NB I have friends who had parents let their homes and rent in catchment areas for them to attend a good comp or a grammar.

Araminta1003 · 23/01/2026 08:38

On the music front, Wilson’s in Sutton is very good and has music aptitude places and a great music block. Skinners and Judd are also quite musical for state schools. These are if you look further afield.
Looking at your DS writing, looks pretty good to me for a year 2 May born. Lovely handwriting! Most children have to learn to edit and check their work and it increasingly becomes a criteria. I think our state primary increasingly encouraged this for greater depth students from year 2/3. I think it’s a pretty normal hurdle. Also to replace with stronger words/synonyms/varying sentence openers increasingly and more complex punctuation.
I have kept all my children’s English books from primary.
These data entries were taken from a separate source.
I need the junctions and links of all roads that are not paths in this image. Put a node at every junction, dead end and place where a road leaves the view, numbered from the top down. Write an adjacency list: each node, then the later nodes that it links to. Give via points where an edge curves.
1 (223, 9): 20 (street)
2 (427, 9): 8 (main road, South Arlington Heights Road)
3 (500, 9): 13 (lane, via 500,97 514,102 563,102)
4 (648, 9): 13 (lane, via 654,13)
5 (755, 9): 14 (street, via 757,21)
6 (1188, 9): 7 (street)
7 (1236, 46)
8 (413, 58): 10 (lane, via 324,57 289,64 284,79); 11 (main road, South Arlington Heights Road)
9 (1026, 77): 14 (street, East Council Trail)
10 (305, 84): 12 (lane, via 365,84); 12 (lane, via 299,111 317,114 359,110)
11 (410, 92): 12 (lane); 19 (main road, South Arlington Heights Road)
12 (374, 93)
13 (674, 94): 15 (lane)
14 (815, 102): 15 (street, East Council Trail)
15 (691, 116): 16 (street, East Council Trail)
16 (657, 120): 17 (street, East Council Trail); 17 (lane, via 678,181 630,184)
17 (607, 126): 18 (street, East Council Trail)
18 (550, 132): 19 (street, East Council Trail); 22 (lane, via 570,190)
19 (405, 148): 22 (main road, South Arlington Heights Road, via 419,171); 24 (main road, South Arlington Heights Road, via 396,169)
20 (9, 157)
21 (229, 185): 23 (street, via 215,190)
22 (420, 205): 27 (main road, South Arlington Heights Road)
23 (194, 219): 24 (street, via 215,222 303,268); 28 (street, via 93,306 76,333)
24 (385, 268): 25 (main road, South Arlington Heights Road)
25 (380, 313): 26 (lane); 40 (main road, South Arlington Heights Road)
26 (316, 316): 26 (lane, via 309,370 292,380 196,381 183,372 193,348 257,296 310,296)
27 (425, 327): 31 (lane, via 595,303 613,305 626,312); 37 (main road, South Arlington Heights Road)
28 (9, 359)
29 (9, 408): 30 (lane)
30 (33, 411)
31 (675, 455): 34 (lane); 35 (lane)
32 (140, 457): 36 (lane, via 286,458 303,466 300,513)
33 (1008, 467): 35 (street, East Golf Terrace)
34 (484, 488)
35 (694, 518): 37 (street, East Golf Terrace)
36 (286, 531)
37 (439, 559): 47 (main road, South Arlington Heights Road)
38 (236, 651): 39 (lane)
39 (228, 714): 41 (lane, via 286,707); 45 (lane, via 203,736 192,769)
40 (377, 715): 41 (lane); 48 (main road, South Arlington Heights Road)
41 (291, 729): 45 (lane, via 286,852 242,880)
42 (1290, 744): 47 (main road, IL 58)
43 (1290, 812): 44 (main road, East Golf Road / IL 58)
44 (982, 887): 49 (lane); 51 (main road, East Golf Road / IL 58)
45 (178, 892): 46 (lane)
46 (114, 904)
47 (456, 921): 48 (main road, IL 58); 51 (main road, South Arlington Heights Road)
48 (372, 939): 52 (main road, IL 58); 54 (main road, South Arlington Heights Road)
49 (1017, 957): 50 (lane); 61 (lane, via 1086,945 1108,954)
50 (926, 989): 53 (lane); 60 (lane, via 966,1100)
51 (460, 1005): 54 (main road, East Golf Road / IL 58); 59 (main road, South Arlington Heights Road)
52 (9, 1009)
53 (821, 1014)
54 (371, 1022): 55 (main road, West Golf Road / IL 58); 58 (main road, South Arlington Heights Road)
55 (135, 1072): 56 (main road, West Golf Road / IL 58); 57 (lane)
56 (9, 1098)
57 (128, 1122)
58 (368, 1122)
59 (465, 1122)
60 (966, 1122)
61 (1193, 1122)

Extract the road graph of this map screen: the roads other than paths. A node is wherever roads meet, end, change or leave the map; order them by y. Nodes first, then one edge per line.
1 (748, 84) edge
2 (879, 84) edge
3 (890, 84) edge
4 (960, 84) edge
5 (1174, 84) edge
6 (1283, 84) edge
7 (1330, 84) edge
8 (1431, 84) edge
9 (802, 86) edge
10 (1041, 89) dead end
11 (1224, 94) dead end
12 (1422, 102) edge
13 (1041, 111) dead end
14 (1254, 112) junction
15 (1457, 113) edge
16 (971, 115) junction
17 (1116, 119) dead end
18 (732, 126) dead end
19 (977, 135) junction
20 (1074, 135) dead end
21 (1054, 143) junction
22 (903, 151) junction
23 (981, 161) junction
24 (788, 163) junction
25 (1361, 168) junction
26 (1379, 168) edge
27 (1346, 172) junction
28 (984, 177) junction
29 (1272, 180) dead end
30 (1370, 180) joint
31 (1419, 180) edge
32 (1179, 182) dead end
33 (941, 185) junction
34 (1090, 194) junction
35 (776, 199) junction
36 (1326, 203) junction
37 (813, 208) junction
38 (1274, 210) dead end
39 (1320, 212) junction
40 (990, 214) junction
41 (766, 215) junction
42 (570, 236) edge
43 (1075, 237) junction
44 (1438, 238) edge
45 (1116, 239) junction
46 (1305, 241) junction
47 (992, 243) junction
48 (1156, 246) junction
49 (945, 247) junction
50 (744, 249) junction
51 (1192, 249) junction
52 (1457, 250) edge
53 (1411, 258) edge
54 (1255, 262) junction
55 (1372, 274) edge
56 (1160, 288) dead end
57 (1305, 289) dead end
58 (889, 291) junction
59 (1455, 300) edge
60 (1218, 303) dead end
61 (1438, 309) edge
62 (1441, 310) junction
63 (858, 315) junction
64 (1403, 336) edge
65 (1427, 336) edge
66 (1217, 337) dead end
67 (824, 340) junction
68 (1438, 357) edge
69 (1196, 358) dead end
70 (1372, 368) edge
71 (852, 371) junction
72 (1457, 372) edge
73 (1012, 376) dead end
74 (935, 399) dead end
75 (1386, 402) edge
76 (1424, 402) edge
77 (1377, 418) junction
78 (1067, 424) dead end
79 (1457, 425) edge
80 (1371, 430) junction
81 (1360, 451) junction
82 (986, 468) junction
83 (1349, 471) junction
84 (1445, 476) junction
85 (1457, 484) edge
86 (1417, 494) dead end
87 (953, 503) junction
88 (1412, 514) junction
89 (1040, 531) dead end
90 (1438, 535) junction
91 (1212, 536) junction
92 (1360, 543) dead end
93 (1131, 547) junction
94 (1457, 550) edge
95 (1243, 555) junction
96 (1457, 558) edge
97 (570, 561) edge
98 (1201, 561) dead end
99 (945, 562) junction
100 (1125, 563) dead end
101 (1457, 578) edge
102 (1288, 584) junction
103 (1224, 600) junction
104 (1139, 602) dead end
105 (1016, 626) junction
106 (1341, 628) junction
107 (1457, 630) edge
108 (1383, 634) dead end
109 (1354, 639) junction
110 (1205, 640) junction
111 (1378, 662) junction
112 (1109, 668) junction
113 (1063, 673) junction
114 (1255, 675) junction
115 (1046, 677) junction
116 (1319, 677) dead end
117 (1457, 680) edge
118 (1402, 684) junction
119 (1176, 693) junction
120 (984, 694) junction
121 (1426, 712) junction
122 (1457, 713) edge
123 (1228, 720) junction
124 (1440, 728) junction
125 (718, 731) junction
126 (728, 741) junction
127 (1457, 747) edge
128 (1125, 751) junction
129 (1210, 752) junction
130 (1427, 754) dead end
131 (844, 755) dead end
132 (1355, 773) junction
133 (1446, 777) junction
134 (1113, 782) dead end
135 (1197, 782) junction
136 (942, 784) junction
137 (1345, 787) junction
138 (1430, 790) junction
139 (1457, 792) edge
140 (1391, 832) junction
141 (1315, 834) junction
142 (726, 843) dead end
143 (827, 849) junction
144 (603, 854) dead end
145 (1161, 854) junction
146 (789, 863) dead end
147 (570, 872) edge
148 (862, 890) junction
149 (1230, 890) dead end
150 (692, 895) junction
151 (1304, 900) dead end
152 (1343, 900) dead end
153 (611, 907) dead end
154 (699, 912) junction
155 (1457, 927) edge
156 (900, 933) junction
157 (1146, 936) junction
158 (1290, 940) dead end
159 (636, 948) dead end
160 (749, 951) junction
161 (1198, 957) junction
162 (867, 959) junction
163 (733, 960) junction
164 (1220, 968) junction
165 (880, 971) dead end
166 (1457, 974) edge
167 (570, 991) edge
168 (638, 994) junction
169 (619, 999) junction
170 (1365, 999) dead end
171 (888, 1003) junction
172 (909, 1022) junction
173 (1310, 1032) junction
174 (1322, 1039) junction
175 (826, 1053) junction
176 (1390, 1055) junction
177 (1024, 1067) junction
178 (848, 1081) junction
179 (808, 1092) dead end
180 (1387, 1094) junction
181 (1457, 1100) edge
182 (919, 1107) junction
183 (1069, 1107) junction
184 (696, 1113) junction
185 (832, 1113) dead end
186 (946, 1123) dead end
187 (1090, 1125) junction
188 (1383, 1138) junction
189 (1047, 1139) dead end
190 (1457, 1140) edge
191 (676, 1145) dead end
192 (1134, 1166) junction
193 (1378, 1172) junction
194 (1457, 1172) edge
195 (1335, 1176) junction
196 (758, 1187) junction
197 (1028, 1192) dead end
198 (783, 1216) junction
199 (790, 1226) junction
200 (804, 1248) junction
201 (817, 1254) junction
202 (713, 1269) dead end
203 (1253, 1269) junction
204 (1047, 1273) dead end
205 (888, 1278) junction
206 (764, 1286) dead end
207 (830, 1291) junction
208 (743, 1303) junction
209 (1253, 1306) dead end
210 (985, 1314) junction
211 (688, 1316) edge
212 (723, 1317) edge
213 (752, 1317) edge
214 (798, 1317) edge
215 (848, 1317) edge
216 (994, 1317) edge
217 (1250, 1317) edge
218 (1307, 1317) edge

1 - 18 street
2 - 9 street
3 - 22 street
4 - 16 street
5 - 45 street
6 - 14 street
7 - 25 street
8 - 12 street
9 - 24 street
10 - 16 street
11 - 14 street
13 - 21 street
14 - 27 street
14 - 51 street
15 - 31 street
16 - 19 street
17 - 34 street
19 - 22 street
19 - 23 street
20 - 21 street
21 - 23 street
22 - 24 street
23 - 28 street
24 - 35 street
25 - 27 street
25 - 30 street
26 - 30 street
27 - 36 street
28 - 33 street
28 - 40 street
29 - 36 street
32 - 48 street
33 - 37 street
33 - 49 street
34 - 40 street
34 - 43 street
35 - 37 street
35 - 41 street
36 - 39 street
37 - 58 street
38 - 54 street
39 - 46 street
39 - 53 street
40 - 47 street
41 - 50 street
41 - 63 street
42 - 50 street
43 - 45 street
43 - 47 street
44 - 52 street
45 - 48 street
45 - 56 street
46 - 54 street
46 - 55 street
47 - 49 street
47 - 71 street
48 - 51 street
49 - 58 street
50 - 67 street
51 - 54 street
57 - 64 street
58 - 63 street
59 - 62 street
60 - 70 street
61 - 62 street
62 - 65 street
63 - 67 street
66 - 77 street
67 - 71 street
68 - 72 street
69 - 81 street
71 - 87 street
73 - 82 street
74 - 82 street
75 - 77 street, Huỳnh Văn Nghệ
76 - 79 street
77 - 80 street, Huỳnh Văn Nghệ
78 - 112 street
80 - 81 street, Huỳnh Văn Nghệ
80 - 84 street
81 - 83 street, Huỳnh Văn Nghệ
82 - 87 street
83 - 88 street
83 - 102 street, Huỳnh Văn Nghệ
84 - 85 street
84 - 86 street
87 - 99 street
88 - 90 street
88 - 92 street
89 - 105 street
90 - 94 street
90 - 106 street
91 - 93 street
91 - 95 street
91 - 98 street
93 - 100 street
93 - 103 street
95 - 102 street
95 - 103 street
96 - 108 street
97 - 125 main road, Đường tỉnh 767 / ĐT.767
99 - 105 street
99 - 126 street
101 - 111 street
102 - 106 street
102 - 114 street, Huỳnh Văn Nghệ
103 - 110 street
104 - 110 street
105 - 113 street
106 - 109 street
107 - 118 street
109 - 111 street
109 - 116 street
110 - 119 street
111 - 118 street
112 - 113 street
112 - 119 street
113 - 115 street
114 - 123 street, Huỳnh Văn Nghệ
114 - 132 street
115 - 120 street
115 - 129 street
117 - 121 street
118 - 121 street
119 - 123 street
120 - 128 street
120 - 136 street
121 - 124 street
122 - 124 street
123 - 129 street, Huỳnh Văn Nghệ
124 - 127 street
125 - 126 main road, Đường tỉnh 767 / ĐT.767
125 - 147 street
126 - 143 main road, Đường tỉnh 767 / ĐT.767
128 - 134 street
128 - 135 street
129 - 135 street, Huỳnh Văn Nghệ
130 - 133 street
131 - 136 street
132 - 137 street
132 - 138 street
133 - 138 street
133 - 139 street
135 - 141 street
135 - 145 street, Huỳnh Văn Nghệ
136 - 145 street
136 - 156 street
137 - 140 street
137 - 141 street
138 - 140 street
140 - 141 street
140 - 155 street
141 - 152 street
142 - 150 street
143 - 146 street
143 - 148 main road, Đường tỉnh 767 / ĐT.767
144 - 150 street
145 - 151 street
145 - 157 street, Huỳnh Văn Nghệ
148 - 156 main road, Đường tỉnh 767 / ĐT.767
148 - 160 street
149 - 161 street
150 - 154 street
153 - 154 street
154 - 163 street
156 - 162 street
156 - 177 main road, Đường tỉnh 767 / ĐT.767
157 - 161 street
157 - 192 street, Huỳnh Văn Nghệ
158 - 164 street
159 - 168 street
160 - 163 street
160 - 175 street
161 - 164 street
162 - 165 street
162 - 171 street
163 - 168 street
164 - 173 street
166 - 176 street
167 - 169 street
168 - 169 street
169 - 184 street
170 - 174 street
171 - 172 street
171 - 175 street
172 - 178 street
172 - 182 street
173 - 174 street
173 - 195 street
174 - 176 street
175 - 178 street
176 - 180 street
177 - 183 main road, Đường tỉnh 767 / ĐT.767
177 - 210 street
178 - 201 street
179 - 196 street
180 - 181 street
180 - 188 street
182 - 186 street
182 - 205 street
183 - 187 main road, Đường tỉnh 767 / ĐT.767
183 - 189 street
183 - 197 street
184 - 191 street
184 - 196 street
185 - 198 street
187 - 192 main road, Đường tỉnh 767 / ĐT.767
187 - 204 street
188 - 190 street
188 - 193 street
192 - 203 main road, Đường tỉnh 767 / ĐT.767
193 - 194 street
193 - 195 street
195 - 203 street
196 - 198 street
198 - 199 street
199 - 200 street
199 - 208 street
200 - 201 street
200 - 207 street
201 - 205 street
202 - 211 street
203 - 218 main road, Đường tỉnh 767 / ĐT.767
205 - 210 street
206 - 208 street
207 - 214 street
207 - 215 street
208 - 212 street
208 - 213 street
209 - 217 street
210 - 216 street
There are some hilarious gems in there and embellishments of our home life. I sometimes wonder what the teachers think!

OhCrumbsWhereNow · 23/01/2026 13:06

VarioPerfect · 22/01/2026 09:06

@Ubertomusic I think the age of the child
makes a huge difference. I don’t want my 8 year old to be doing an hour of homework a night - even on the days when he doesn’t have an activity after school he’s got music practice to do and I’d like him to play with his toys and his sister and chat to me and have time to play in the bath, read for 30 mins (does that count in the 1 hour?) and be in bed by 8. It already feels very squeezed. But clearly a lot of families do do this, which is what I guess I need to weigh up. Secondary age is obviously a completely different proposition.

If your child is good at music, have you considered looking at London comps with aptitude places for music?

We did that with DD. She scores 132-135 on CAT4, is severely dyslexic, no real interest in academics, but was exceptional for music. She doesn't do grade exams, but was around G6 level in first study and G3 in second.

She sat for every music aptitude place where we could realistically get to the school, had 5 offers and went to our top choice of Kingsdale in East Dulwich.

They cater for every level - those who are going to get fourteen 9's at GCSE down to those who will do functional skills. Every subject is set, so you can be top set for Maths and a lower set for English.

Had a very happy 5 years there and now at specialist music college.

DD is a total whizz at NVR and not much behind at VR - with no tutoring at all - but would have been utterly miserable at a grammar (I went to a super-selective) due to her SEN so we avoided them completely.

Cocomelon67 · 23/01/2026 13:10

I personally have chosen to avoid the super selective, although I have a GD child who loves learning. I work outside of school with some of these families and the teens are so miserable it breaks my heart. I just couldn’t put my child through the experience of being at a super selective grammar school. It might well break your child. Their mental health stats would be appalling, if such a league table existed.

Newbutoldfather · 23/01/2026 13:31

The ‘super’ selective grammars aren’t as super selective as they like to make out. A famous one is near me and they aim to take the top 5%. The elite private schools like Westminster and St Paul’s are after the top 1-2%.

It is also really difficult to assess 10/11 year olds and a lot depends on their intellectual maturity. Most are now massively overtutored.

The problem is that getting in isn’t the end of the journey. There are no sets and teachers teach to the top end. Those overtutored (but less able) kids really end up suffering and underperforming.

Before engaging a team of tutors, I would have a good look around the school, meet the pupils (there are always open days) and decide whether the school is a good fit for your child.

Araminta1003 · 23/01/2026 13:37

I disagree. There are cultural differences in how various people extend their DC’s education. For some cultures, it is by rote learning, for others it is via playing the bassoon and putting on History podcasts and debating politics.
And there is increasingly racism and classicism in all of this and sexism too.